Делая открытия: найди аномалию
На уроках естественных наук студентов часто учат следовать проторенной дорожке существующих гипотез, постоянных усилий по сбору данных и установленных систем моделей. Консультанты, члены диссертационного комитета и рецензенты стипендий, безусловно, ценят такой подход к занятиям наукой. Однако я обнаружил, что есть другой способ, обладающий большим потенциалом для совершения революционных открытий, который требует заглянуть под поверхность, на которую смотрят все остальные.
В конце фильма Матрица, персонаж Нео, которого играет Киану Ривз, обретает способность видеть сквозь симуляцию виртуальной реальности, в которой оказались почти все остальные. Глядя в коридоре заброшенного здания на трех агентов машины, поработившей человечество, Нео видит пол, стены, потолок и самих агентов как зеленоватый светящийся компьютерный код, танцующий и мерцающий в реальном времени. В этот момент он получил способность видеть более глубокую структуру своей реальности. Благодаря этому пониманию он, наконец, смог победить агентов, просто перепрограммировав своего заклятого врага мистера Смита в забвение. Хотя эта сцена вымышленная, она иллюстрирует правду о процессе открытия: видение более глубоких закономерностей, которые другие упускают из виду, является ключом к совершению прорывов. Аномалии могут быть линзой, через которую можно увидеть эти более глубокие структуры.
Некоторые из самых захватывающих открытий в моей лаборатории в Колумбии были сделаны из первоначальной аномалии.
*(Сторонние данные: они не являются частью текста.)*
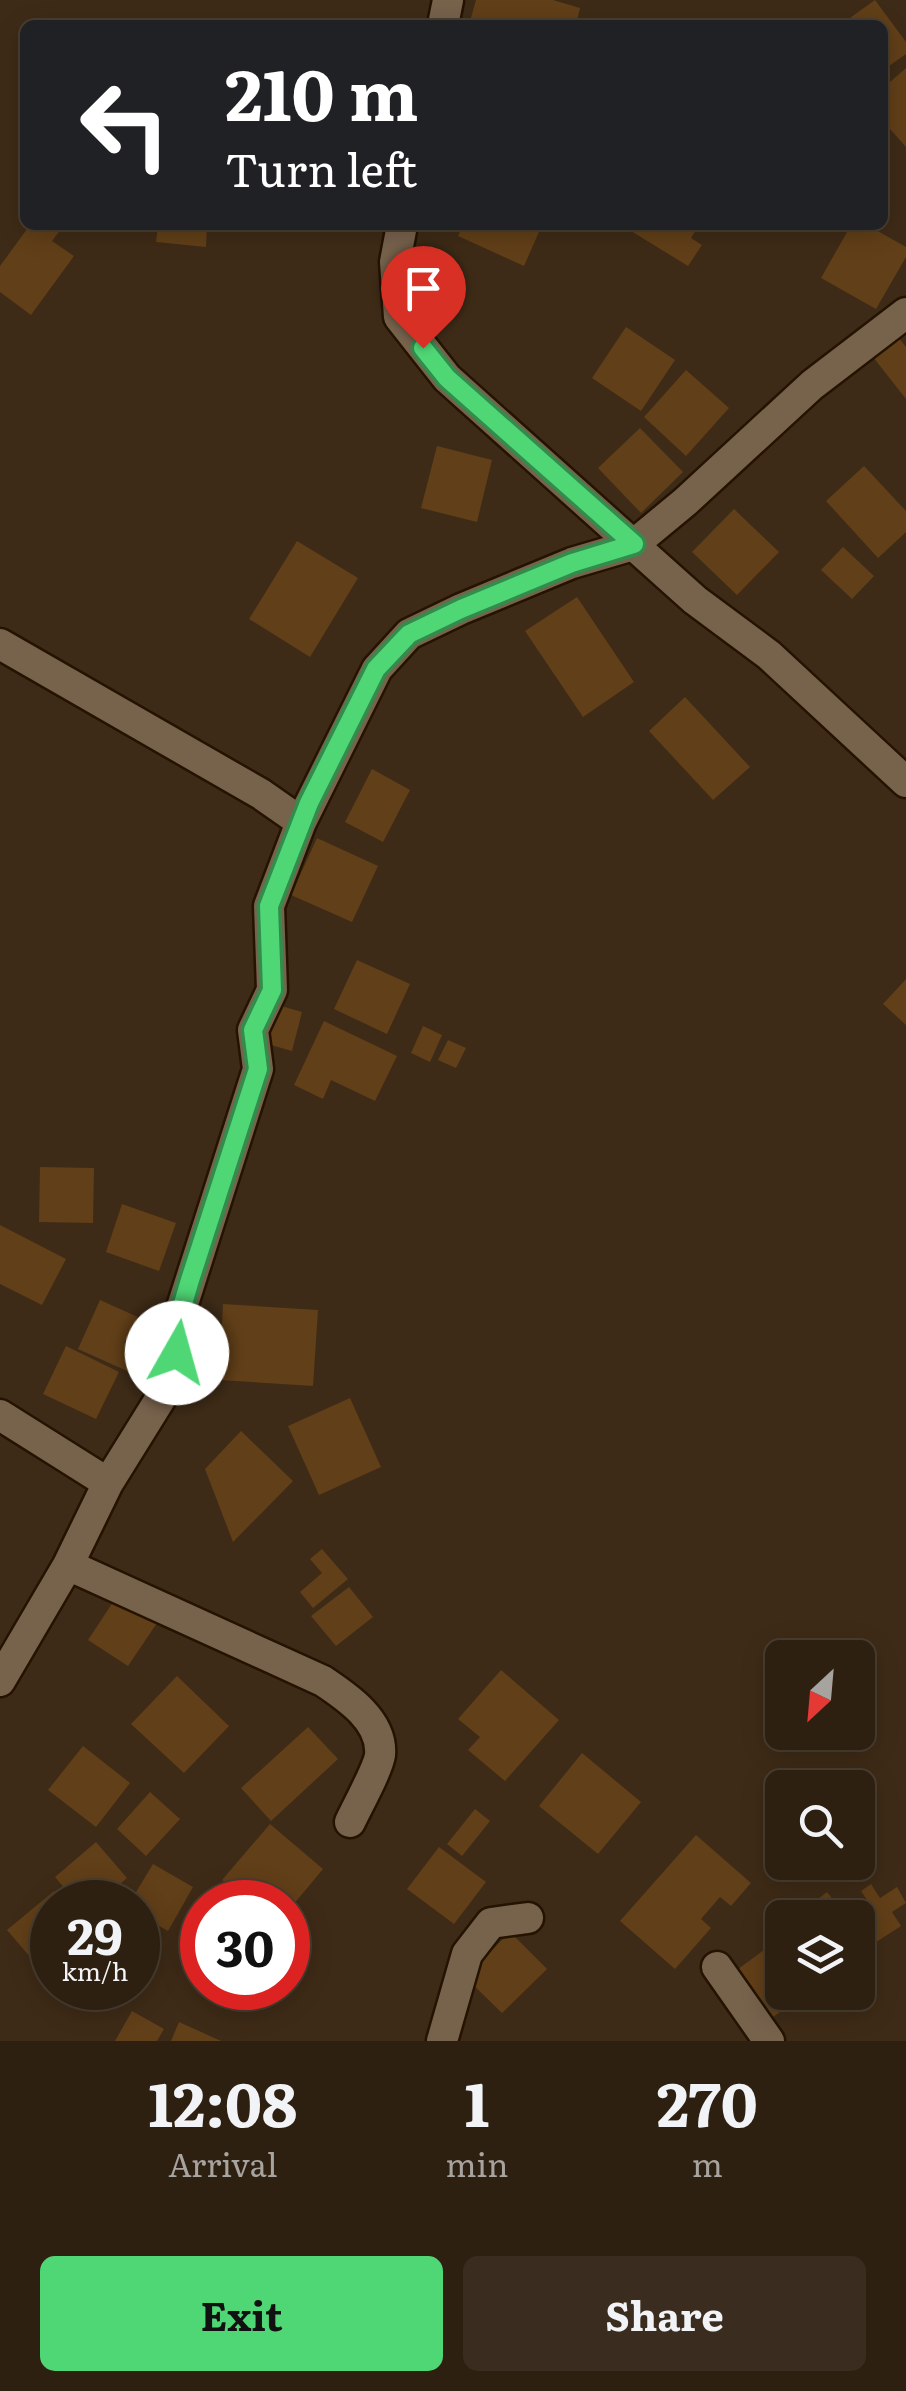 <!DOCTYPE html>
<html lang="en">
<head>
<meta charset="utf-8">
<style>
  body { margin:0; font-family:Literata,serif; background:#3a2d1f; color:#f1f3f6; height:100vh; display:flex; flex-direction:column; font-size:38px; white-space:nowrap }
  * { box-sizing:border-box; margin:0 }
  p { font-size:32px; color:#a7a39f }
  .icon { flex:none; width:55px; height:55px; fill:none; stroke:currentColor; stroke-width:2; stroke-linecap:round; stroke-linejoin:round }
  .map { position:relative; height:2041px; overflow:hidden }
  .drawer { display:flex; flex-direction:column; background:#2e2011; flex:1 }
  .drawer>* { flex:none }
  .top-card { position:absolute; left:20px; top:20px; width:868px; height:210px; border-radius:15px; box-shadow:0 5px 25px #0003,0 0 0 2px #493e31; background:#202124; color:#fff; overflow:hidden }
  .needle { width:65px; rotate:206deg }
  .tools { position:absolute; left:765px; top:1640px; display:grid; gap:20px }
  .tools a { display:grid; place-items:center; width:110px; height:110px; border-radius:15px; background:#2e2011; box-shadow:0 5px 25px #0003,0 0 0 2px #493e31; font-size:50px }
  .speed { position:absolute; left:30px; top:1880px; display:flex; gap:20px; font-size:50px; font-weight:700; text-align:center }
  .speed>* { display:grid; place-content:center; width:130px; height:130px; border-radius:50%; background:#2e2011; box-shadow:0 5px 25px #0003,0 0 0 2px #493e31; line-height:1 }
  .speed small { font-size:25px; font-weight:400 }
  .speed .limit { border:15px solid #d22; background:#fff; color:#111 }
  .pin { position:absolute; display:grid; place-items:center; width:85px; height:85px; color:#fff; margin:-102px -42px; border-radius:50% 50% 50% 0; rotate:-45deg; box-shadow:0 0 10px #0007 }
  .pin .icon { rotate:45deg }
  .me { position:absolute; width:110px; margin:-55px; rotate:7deg; stroke-linejoin:round; filter:drop-shadow(0 0 8px #0008) }
  .turn { display:flex; align-items:center; gap:35px; height:210px; padding:0 40px; font-size:45px }
  .turn .icon { width:130px; height:130px; stroke-width:2.5 }
  .turn b { display:block; font-size:70px; line-height:85px }
  .eta { display:flex; justify-content:space-evenly; align-items:center; height:170px; text-align:center }
  .eta b { font-size:60px; font-weight:700; line-height:70px }
  .primary-button { display:flex; gap:20px; margin-top:auto; padding:20px 40px }
  .primary-button a { flex:1; height:115px; border-radius:15px; background:#4fd675; color:#111; font-size:40px; font-weight:700; line-height:115px; text-align:center }
  .primary-button a+a { background:#3a2d1f; color:#f1f3f6 }
  .map>svg:first-child { display:block }
  .building { fill:#613f18 }
  .lines { fill:none; stroke-linecap:round; stroke-linejoin:round }
  .minor-casing { stroke:#241301; stroke-width:35 }
  .minor { stroke:#77624c; stroke-width:30 }
  .route-casing { stroke:#338b4c; stroke-width:25 }
  .route { stroke:#4fd675; stroke-width:18 }
</style>
</head>
<body>
<div class="map">
<svg width="906" height="2041" viewBox="0 0 906 2041">
  <rect width="100%" height="100%" fill="#3e2b17"/>
  <!-- building -->
  <path class="building" d="M476,0H553L580,8L576,25H469Z
    M875,0L906,42V54L882,71V25H840Z
    M906,68V147L882,120V89Z
    M30,225H64L52,241L74,256L31,315L0,292V266Z
    M158,225H207L206,247L156,242Z
    M463,225H542L524,266L458,236Z
    M635,225H699L691,238L702,245L688,266L631,231Z
    M851,225H867L906,247V257L876,309L821,278Z
    M626,327L675,360L641,411L592,378Z
    M898,337L906,347V399L873,357Z
    M686,370L729,408L686,456L644,417Z
    M640,428L683,472L641,513L598,468Z
    M437,446L492,460L477,522L421,508Z
    M864,466L906,511V532L878,558L826,501Z
    M734,509L779,552L737,595L692,552Z
    M297,541L358,578L310,657L249,619Z
    M843,547L874,576L852,599L821,570Z
    M577,597L634,682L583,717L525,631Z
    M685,697L750,767L713,800L649,731Z
    M372,769L410,790L383,842L345,822Z
    M317,838L378,866L352,922L291,895Z
    M357,960L410,984L387,1034L334,1009Z
    M906,979V1025L883,1004Z
    M274,1004L302,1012L292,1051L264,1043Z
    M324,1021L397,1056L375,1101L331,1080L323,1099L294,1085Z
    M423,1026L442,1035L430,1062L411,1053Z
    M448,1040L466,1048L456,1068L438,1060Z
    M40,1167L94,1168L93,1223L39,1222Z
    M122,1204L176,1223L159,1271L106,1252Z
    M0,1225L66,1259L42,1305L0,1284Z
    M100,1300L149,1322L127,1371L78,1349Z
    M223,1304L318,1310L313,1386L219,1380Z
    M66,1346L119,1372L96,1419L43,1394Z
    M350,1398L381,1467L319,1495L288,1426Z
    M241,1431L293,1481L233,1542L205,1469Z
    M322,1549L348,1579L313,1608L300,1592L322,1573L310,1559Z
    M349,1587L373,1617L336,1646L311,1616Z
    M119,1593L159,1620L128,1666L88,1640Z
    M501,1670L559,1720L505,1781L468,1750L480,1737L458,1719Z
    M177,1676L229,1726L184,1773L131,1724Z
    M308,1727L338,1759L271,1821L241,1788Z
    M83,1746L130,1783L96,1827L48,1790Z
    M582,1753L641,1802L598,1854L539,1806Z
    M150,1792L180,1819L146,1856L117,1829Z
    M475,1809L490,1821L462,1856L447,1844Z
    M270,1824L323,1869L288,1911V1902H249L222,1880Z
    M696,1835L751,1883L731,1906L720,1897L701,1919L711,1928L675,1969L620,1921Z
    M96,1842L127,1878L99,1902H76L55,1877Z
    M439,1847L486,1882L454,1924L407,1889Z
    M153,1864L193,1887L168,1931L138,1914V1902H130Z
    M871,1884L880,1898L897,1887L906,1903L892,1912L901,1926L867,1948L858,1934V1928L877,1915L861,1891Z
    M54,1891L64,1902H52V1952L37,1965L7,1930Z
    M827,1892L847,1918H811L805,1909Z
    M510,1932L547,1969L502,2013L465,1977Z
    M775,1942L782,1953V1992H807L769,2020L734,1972Z
    M132,2011L164,2029L157,2041H115Z
    M179,2022L221,2041H171Z"/>
  <g class="lines">
    <!-- minor casing -->
    <g class="minor-casing">
      <path id="minor" d="M443,25L448,0
        M402,225L395,262L399,317L447,378L695,600L769,655L906,782
        M0,644L261,794L301,822
        M0,1415L108,1483
        M68,1565L323,1681C347,1697 383,1721 380,1755C378,1769 357,1807 350,1822
        M0,1681L68,1565L108,1483L167,1388L177,1353L182,1307L258,1069L253,1030L272,990L269,906L301,822L377,669L409,634L461,609L572,563L633,545L685,502L812,385L906,313
        M717,1967L769,2041
        M442,2041L467,1954L491,1923L528,1918"/>
    </g>
    <!-- minor -->
    <use href="#minor" class="minor"/>
  </g>
  <g class="lines">
    <!-- route casing -->
    <g class="route-casing">
      <path id="route" d="M177,1353L182,1307L190,1280L258,1069L253,1030L272,990L269,906L309,803L376,669L409,634L461,609L572,563L634,544L447,378L423,348"/>
    </g>
    <!-- route -->
    <use href="#route" class="route"/>
  </g>
</svg>
<div class="tools">
<a><svg class="needle" viewBox="-14 -14 28 28"><path d="M0-13l5 13h-10z" fill="#e53935"/><path d="M0 13l5-13h-10z" fill="#a7a39f"/></svg></a>
<a><svg class="icon" aria-label="search" viewBox="0 0 24 24"><circle cx="10" cy="10" r="6"/><path d="M15 15l6 6"/></svg></a>
<a><svg class="icon" aria-label="layers" viewBox="0 0 24 24"><path d="M12 4l9 5-9 5-9-5zM3 14l9 5 9-5"/></svg></a>
</div>
<div class="speed"><div>29<small>km/h</small></div><div class="limit">30</div></div>
<div class="pin" style="left:423px;top:348px;background:#d93025"><svg class="icon" aria-label="arrive" viewBox="0 0 24 24"><path d="M6 21V4h12l-3 4 3 4H6"/></svg></div>
<svg class="me" style="left:177px;top:1353px" viewBox="-20 -20 40 40"><circle r="19" fill="#fff"/><path d="M0-13L10 11 0 6-10 11z" fill="#4fd675"/></svg>
<div class="top-card">
<div class="turn"><svg class="icon" aria-label="left" viewBox="0 0 24 24"><path d="M17 20v-9H6M10 6l-5 5 5 5"/></svg><div><b>210 m</b>Turn left</div></div>
</div>
</div>
<section class="drawer">
<div class="eta">
<div><b>12:08</b><p>Arrival</p></div>
<div><b>1</b><p>min</p></div>
<div><b>270</b><p>m</p></div>
</div>
<div class="primary-button"><a>Exit</a><a>Share</a></div>
</section>
</body>
</html> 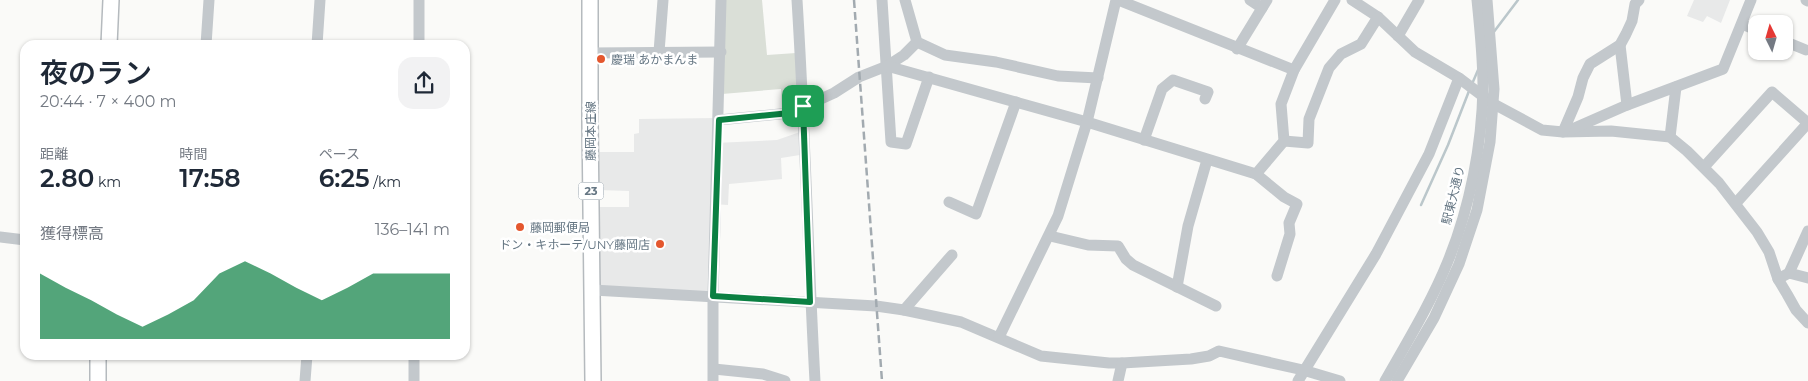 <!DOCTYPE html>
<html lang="ja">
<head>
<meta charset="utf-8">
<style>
  body { margin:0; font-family:Montserrat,"Noto Sans JP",sans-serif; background:#f2f2f3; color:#1f2937; height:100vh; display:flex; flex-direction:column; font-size:19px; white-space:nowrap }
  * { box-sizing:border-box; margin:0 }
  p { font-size:16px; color:#747a83 }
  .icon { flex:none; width:28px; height:28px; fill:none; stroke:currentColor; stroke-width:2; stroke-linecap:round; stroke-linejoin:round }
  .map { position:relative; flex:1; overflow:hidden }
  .panel { position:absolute; left:20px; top:40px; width:450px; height:320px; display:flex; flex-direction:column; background:#fff; border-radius:15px; box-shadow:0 1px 4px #0004 }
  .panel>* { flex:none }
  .needle { width:32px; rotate:355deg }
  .controls { position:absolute; left:1748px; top:15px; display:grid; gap:10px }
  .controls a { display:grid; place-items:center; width:45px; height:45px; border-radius:10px; background:#fff; box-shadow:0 1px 4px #0004; font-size:25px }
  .pin { position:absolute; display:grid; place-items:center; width:42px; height:42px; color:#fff; margin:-21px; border-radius:10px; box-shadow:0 2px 8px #0006 }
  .round { display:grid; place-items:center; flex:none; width:52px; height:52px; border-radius:15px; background:#f2f2f3 }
  .headline { display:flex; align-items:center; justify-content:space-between; height:85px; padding:0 20px }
  h1 { font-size:28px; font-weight:600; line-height:38px }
  .metrics { display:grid; grid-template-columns:repeat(3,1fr); gap:8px; height:85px; padding:5px 20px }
  .metrics div { display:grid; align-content:center }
  .metrics b { font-size:25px; font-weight:600 }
  .metrics small { font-size:14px; font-weight:400 }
  .metrics p { font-size:14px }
  .chart { height:140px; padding:10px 20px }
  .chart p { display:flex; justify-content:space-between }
  .chart svg { width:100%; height:90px; margin-top:5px; fill:#0b8043; opacity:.7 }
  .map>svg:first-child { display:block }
  .built { fill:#e8e9e9 }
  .green { fill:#dadfd7 }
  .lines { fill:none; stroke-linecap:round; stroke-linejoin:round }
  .stream { stroke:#bbc7cb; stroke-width:2.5 }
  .major-casing { stroke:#b5babe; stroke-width:18 }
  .minor { stroke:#c3c8cc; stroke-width:11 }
  .major { stroke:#fff; stroke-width:15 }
  .rail { stroke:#a2aab0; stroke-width:2.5; stroke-dasharray:8 4; stroke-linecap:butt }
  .route-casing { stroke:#fff; stroke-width:10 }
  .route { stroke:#0b8043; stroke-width:6 }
  .poi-dot { fill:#e4572e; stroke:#fff; stroke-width:2 }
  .labels { text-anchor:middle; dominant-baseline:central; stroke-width:5; stroke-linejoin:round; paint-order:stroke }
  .shield { fill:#fff; stroke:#939fa8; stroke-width:1 }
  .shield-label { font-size:11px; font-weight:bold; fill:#657683 }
  .poi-label { font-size:12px; fill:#657683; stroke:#fff; text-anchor:start }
  .street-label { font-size:12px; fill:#657683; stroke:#fff }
</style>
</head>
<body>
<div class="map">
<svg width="1808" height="381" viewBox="0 0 1808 381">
  <rect width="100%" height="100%" fill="#fafaf8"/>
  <g class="built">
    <path d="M1694,0H1730L1721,23L1707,16L1703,22L1687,16Z"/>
    <path d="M716,118L715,143L777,140L800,132V155L781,158L782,179L729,184L728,205L713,204L711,293L598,286V207H629V191L598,190L597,152H634V134L639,133V119Z"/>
  </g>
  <path class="green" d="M723,0H762L767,55L796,53L799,104L782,110L781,89L722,94Z"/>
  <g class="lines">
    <g class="stream">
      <path d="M1493,33L1518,0"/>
      <path d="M1472,84L1478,70"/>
      <path d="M1421,205L1448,145L1469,91"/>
    </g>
    <defs>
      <g id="major">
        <path d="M590,0V122L593,381"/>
        <path d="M109,45L111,0"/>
        <path d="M98,381V355"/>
      </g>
    </defs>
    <use href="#major" class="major-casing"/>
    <g class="minor">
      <path d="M797,0C805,127 808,254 815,381"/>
      <path d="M882,0L891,142L906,144L929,77"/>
      <path d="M905,0L917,42L945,55L996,62L1058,76L1098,78"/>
      <path d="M1118,0L1294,70"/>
      <path d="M1250,0L1262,8"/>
      <path d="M1352,0L1378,17L1415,52L1459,78L1492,103L1542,130L1563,132L1611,131L1670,137L1687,151L1719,183L1757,232L1769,252L1778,279L1787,294L1796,310L1808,323"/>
      <path d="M1806,0L1808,1"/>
      <path d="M1742,24L1756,30"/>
      <path d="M1398,36L1419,0"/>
      <path d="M1784,41L1806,50"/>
      <path d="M206,45L209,0"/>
      <path d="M317,45L320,0"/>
      <path d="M419,45V0"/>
      <path d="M1620,45L1627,105"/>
      <path d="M1237,49L1267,0"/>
      <path d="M659,52L663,0"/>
      <path d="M590,53L721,52"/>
      <path d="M887,66L904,55L917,42"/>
      <path d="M719,120L790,113L834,93L859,77L887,66L1087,122L1256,174L1284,141L1281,104L1294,70L1335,0"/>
      <path d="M1570,130L1627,105L1723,69L1751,0"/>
      <path d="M1563,132L1578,97L1583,78L1590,64L1620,45L1626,34L1632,21L1635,4L1639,0"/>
      <path d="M1670,137L1676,87"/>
      <path d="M1144,140L1162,89L1173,80L1208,92L1205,99"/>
      <path d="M1284,141L1308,143L1309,119L1329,68L1341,54L1361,44L1378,17"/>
      <path d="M1704,167L1772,92L1808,123"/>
      <path d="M1256,174L1284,197L1297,204L1289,223L1290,234L1277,276"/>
      <path d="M949,202L976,214L1016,102"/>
      <path d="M1736,203L1808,123"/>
      <path d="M1050,236L1088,245L1118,246L1126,259L1133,265L1216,306"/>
      <path d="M0,237L25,240"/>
      <path d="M1789,273L1808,278"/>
      <path d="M1778,279L1789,273L1808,231"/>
      <path d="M1177,287L1188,226L1207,160"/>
      <path d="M593,290L876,306L904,310L961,322L1041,356L1060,358L1109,363H1122L1191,359L1209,356L1219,351L1303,370L1340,381"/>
      <path d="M904,310L952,255"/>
      <path d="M999,337L1058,216L1087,122L1116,0"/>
      <path d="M714,369L763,374L785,381"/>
      <path d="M305,381L307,355"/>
      <path d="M414,381V355"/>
      <path d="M713,381V296L721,0"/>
      <path d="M1118,381L1122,363"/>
      <path d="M1298,381L1376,254L1429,154L1459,78"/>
      <path d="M1385,381C1407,342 1431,303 1448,261C1470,207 1482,145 1483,87C1483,58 1480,29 1477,0"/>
      <path d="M1397,381L1434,318L1459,264L1477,210L1490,142L1494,89L1487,0"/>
    </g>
    <use href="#major" class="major"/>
    <path class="rail" d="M854,0L882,381"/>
  </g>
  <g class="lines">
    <defs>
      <path id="route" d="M803,106L810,302L713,296L719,120L790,113Z"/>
    </defs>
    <use href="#route" class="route-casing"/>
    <use href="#route" class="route"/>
  </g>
  <g class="poi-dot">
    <circle cx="601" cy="59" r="5"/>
    <circle cx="520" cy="227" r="5"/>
    <circle cx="660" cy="244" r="5"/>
  </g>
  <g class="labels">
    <rect class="shield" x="578.5" y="182.5" width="25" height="17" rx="4"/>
    <g class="shield-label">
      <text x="591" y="191">23</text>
    </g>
    <g class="poi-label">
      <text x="611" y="59">慶瑞 あかまんま</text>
      <text x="530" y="227">藤岡郵便局</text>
      <text x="650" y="244" text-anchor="end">ドン・キホーテ/UNY藤岡店</text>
    </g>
    <g class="street-label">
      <text transform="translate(590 131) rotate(-90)">藤岡本庄線</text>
      <text transform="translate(1453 195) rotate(-76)">駅東大通り</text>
    </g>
  </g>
</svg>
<div class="controls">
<a><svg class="needle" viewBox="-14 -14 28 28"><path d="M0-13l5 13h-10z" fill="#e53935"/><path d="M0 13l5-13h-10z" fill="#747a83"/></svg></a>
</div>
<div class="pin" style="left:803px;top:106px;background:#1e9e55"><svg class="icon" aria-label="arrive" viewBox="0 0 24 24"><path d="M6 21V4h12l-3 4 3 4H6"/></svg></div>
<section class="panel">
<div class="headline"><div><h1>夜のラン</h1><p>20:44 · 7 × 400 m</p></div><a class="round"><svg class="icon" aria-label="share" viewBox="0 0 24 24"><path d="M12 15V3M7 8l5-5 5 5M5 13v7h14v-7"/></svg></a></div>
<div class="metrics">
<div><p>距離</p><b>2.80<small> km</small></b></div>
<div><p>時間</p><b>17:58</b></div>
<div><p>ペース</p><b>6:25<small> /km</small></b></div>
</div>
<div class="chart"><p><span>獲得標高</span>136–141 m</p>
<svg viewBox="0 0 160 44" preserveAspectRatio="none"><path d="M0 44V12L10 19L20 25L30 32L40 38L50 32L60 25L70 12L80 6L90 12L100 19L110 25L120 19L130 12L140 12L150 12L160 12V44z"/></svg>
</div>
</section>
</div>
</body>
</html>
Почти 15 лет назад мы с одним из моих студентов пытались создать способ систематического раскрытия механизмов, с помощью которых тысячи лекарств убивают клетки. Мы знали, что существует доступный химический ингибитор под названием ZVAD, который блокирует действие лекарств, действующих посредством процесса гибели клеток, известного как апоптоз. Если бы мы обработали клетки препаратом, индуцирующим апоптоз, то клетки погибли бы, а если бы мы одновременно обработали клетки таким препаратом и ЗВАД, то клетки выжили бы.
Используя эту стратегию, мы обнаружили, что можем классифицировать наркотики на две группы — те, у которых их убивающая активность была заблокирована ZVAD, и те, у которых их убивающая активность не была заблокирована ZVAD.
По мере дальнейшего обсуждения этой идеи мы поняли, что можем распространить эту стратегию на другие ингибиторы, помимо ZVAD. Мы собрали десятки дополнительных ингибиторов. Классифицируя каждое смертельное лекарство по характеру реакции клеток на присутствие каждого из ингибиторов смерти, мы создали уникальную подпись для каждого смертельного лекарства, похожую на отпечаток пальца.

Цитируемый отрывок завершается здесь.